Key Takeaways
- Gold futures declined 0.2% to settle at $4,400.50 per ounce amid U.S. dollar strength on Tuesday’s trading session.
- The precious metal has plummeted approximately 21% from its late-January record high of $5,594.82, with spot prices falling 2%.
- Market sentiment shifted after reports emerged that Saudi Arabia authorized U.S. military access to King Fahd air base.
- Major financial institutions including Global X ETFs and Standard Chartered maintain optimistic forecasts, projecting $5,375–$6,000 by year’s conclusion.
- Yardeni Research’s Ed Yardeni continues to stand by his ambitious $10,000 per ounce projection for decade’s end.
The precious metal market has witnessed gold cross into bear territory, shedding more than one-fifth of its value since reaching peak levels in January. However, market experts argue this downturn represents a temporary setback rather than a fundamental shift.
Spot gold prices experienced a decline of up to 2% during Tuesday’s session before recovering slightly, settling at $4,335.97 per ounce. Futures contracts dropped approximately 2% to reach $4,317.80. The yellow metal has surrendered roughly 21% from its late-January zenith of $5,594.82.

Continuous futures contracts for gold also experienced a modest 0.2% decline, reaching $4,400.50 per ounce. Meanwhile, the U.S. Dollar Index climbed 0.4%, exerting additional downward pressure on the commodity. Since gold trades in dollar-denominated terms, currency appreciation makes purchases more costly for international investors.
Gold has surrendered 17% of its valuation since early March, based on FactSet market data. Conversely, the dollar index has appreciated roughly 3% following the outbreak of tensions with Iran on February 28.
Tuesday’s price weakness intensified following a Wall Street Journal disclosure revealing Saudi Arabia’s agreement to permit U.S. military forces access to King Fahd air base. This development represented a notable reversal from the kingdom’s previous stance against allowing its infrastructure to support operations in the Iranian conflict.
Neil Welsh, who leads metals trading at Britannia Global Markets, noted that markets continue exhibiting heightened sensitivity to geopolitical events. Without a definitive resolution pathway emerging, he cautioned that traders should anticipate persistent price fluctuations in the gold market.

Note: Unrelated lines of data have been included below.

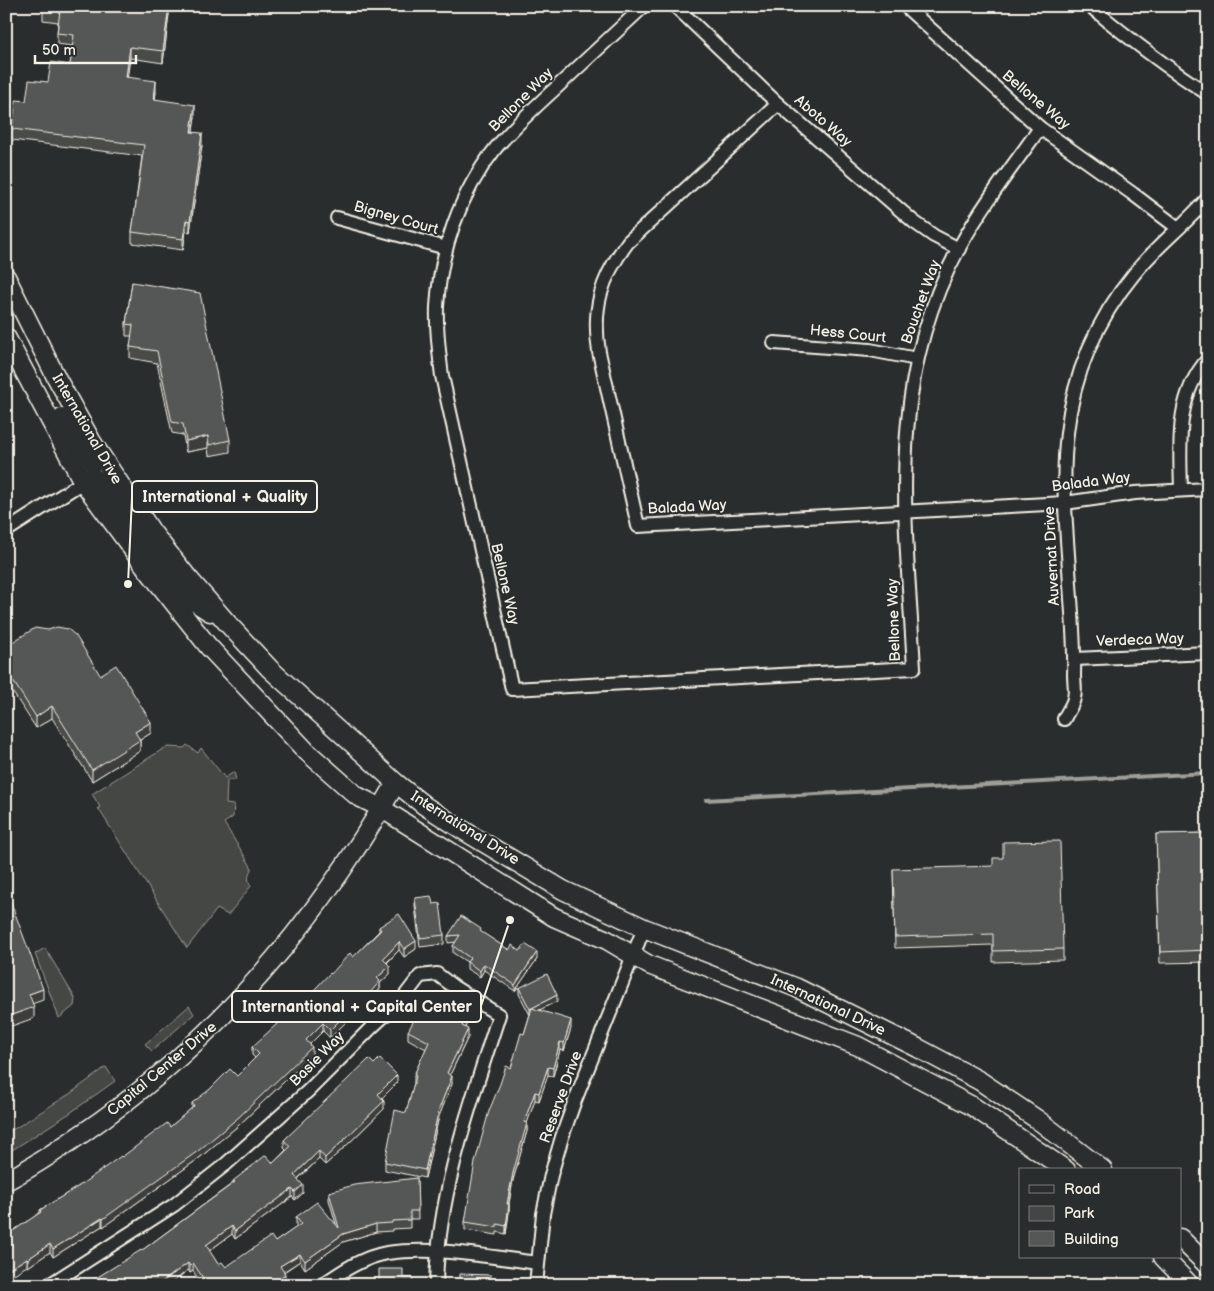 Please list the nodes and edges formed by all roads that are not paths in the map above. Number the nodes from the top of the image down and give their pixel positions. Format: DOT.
graph roads {
  1 [pos="644,6"];
  2 [pos="676,6"];
  3 [pos="906,6"];
  4 [pos="1090,6"];
  5 [pos="1208,94"];
  6 [pos="778,104"];
  7 [pos="1040,128"];
  8 [pos="1208,198"];
  9 [pos="337,218"];
  10 [pos="1178,228"];
  11 [pos="446,248"];
  12 [pos="958,249"];
  13 [pos="6,277"];
  14 [pos="6,337"];
  15 [pos="774,343"];
  16 [pos="917,359"];
  17 [pos="1208,359"];
  18 [pos="102,458"];
  19 [pos="83,482"];
  20 [pos="1208,489"];
  21 [pos="1181,490"];
  22 [pos="1065,503"];
  23 [pos="905,512"];
  24 [pos="6,531"];
  25 [pos="229,625"];
  26 [pos="1208,654"];
  27 [pos="1074,659"];
  28 [pos="1064,719"];
  29 [pos="396,783"];
  30 [pos="381,808"];
  31 [pos="644,928"];
  32 [pos="633,955"];
  33 [pos="1063,1168"];
  34 [pos="1100,1168"];
  35 [pos="6,1181"];
  36 [pos="1182,1240"];
  37 [pos="436,1251"];
  38 [pos="1164,1258"];
  39 [pos="538,1263"];
  40 [pos="1208,1266"];
  41 [pos="49,1285"];
  42 [pos="322,1285"];
  43 [pos="436,1285"];
  44 [pos="536,1285"];
  45 [pos="1190,1285"];
  1 -- 11 [label="street, Bellone Way"];
  2 -- 6 [label="street, Aboto Way"];
  3 -- 7 [label="street, Bellone Way"];
  4 -- 5 [label="street"];
  6 -- 12 [label="street, Aboto Way"];
  6 -- 23 [label="street, Balada Way"];
  7 -- 10 [label="street, Bellone Way"];
  7 -- 12 [label="street, Bouchet Way"];
  8 -- 10 [label="street, Auvernat Drive"];
  9 -- 11 [label="street, Bigney Court"];
  10 -- 22 [label="street, Auvernat Drive"];
  11 -- 23 [label="street, Bellone Way"];
  12 -- 16 [label="street, Bouchet Way"];
  13 -- 18 [label="main road, International Drive"];
  14 -- 18 [label="main road"];
  14 -- 19 [label="main road, International Drive"];
  15 -- 16 [label="street, Hess Court"];
  16 -- 23 [label="street, Bouchet Way"];
  17 -- 21 [label="street"];
  18 -- 25 [label="main road, International Drive"];
  19 -- 24 [label="street"];
  19 -- 25 [label="main road"];
  19 -- 30 [label="main road, International Drive"];
  20 -- 21 [label="street, Balada Way"];
  21 -- 22 [label="street, Balada Way"];
  22 -- 23 [label="street, Balada Way"];
  22 -- 27 [label="street, Auvernat Drive"];
  25 -- 29 [label="main road, International Drive"];
  26 -- 27 [label="street, Verdeca Way"];
  27 -- 28 [label="street, Auvernat Drive"];
  29 -- 30 [label="main road, Capital Center Drive"];
  29 -- 31 [label="main road, International Drive"];
  30 -- 32 [label="main road, International Drive"];
  30 -- 35 [label="main road, Capital Center Drive"];
  31 -- 32 [label="street, Reserve Drive"];
  31 -- 34 [label="main road, International Drive"];
  32 -- 33 [label="main road, International Drive"];
  32 -- 39 [label="street, Reserve Drive"];
  36 -- 40 [label="main road"];
  37 -- 39 [label="street"];
  37 -- 41 [label="street, Basie Way"];
  37 -- 42 [label="street"];
  37 -- 43 [label="street, Basie Way"];
  38 -- 45 [label="main road"];
  39 -- 44 [label="street, Reserve Drive"];
}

The selloff gained momentum after President Donald Trump announced Monday that he had authorized a five-day suspension of planned operations targeting Iran’s energy facilities. This announcement temporarily reduced geopolitical tensions that had previously underpinned gold valuations.
Wall Street Maintains Conviction Despite Downturn
Notwithstanding the substantial price correction, numerous market strategists refuse to characterize this as a fundamental reversal for gold. They emphasize central bank accumulation, ongoing geopolitical instability, and anticipated dollar weakness as compelling reasons for sustained optimism.
Ed Yardeni, who heads Yardeni Research, revised his year-end projection downward to $5,000 per ounce from a previous $6,000 estimate. Nevertheless, he informed CNBC that his extended-term forecast anticipating $10,000 per ounce by 2030 remains unchanged.
Justin Lin, who serves as investment strategist at Global X ETFs, established his year-end objective at $6,000, characterizing the recent correction as “a compelling entry point for investors.” He attributed the selloff to transient factors encompassing elevated interest rates and portfolio rebalancing activities.
Lin emphasized that his optimistic perspective doesn’t hinge on Iranian conflict developments. Instead, he highlighted sustained central bank acquisitions and capital inflows from Asian gold exchange-traded fund participants as primary catalysts.
Standard Chartered maintains its constructive stance on the precious metal. Senior Investment Strategist Rajat Bhattacharya indicated the institution anticipates gold recovering toward $5,375 throughout the upcoming quarter, once current selling pressure subsides. He identified technical price support near the $4,100 threshold.
Central Bank Demand Viewed as Critical Support Factor
Emerging economy central banks have maintained consistent gold accumulation as they pursue diversification strategies away from dollar-denominated reserves. Lin suggested there exists a “high likelihood” that monetary authorities accelerate purchases following the recent price decline.
Bhattacharya further noted that renewed U.S. dollar weakness would provide favorable conditions for gold appreciation. Market participants anticipate Federal Reserve interest rate reductions eventually, potentially generating downward dollar pressure.
Standard Chartered identifies technical price support for gold positioned around the $4,100 level.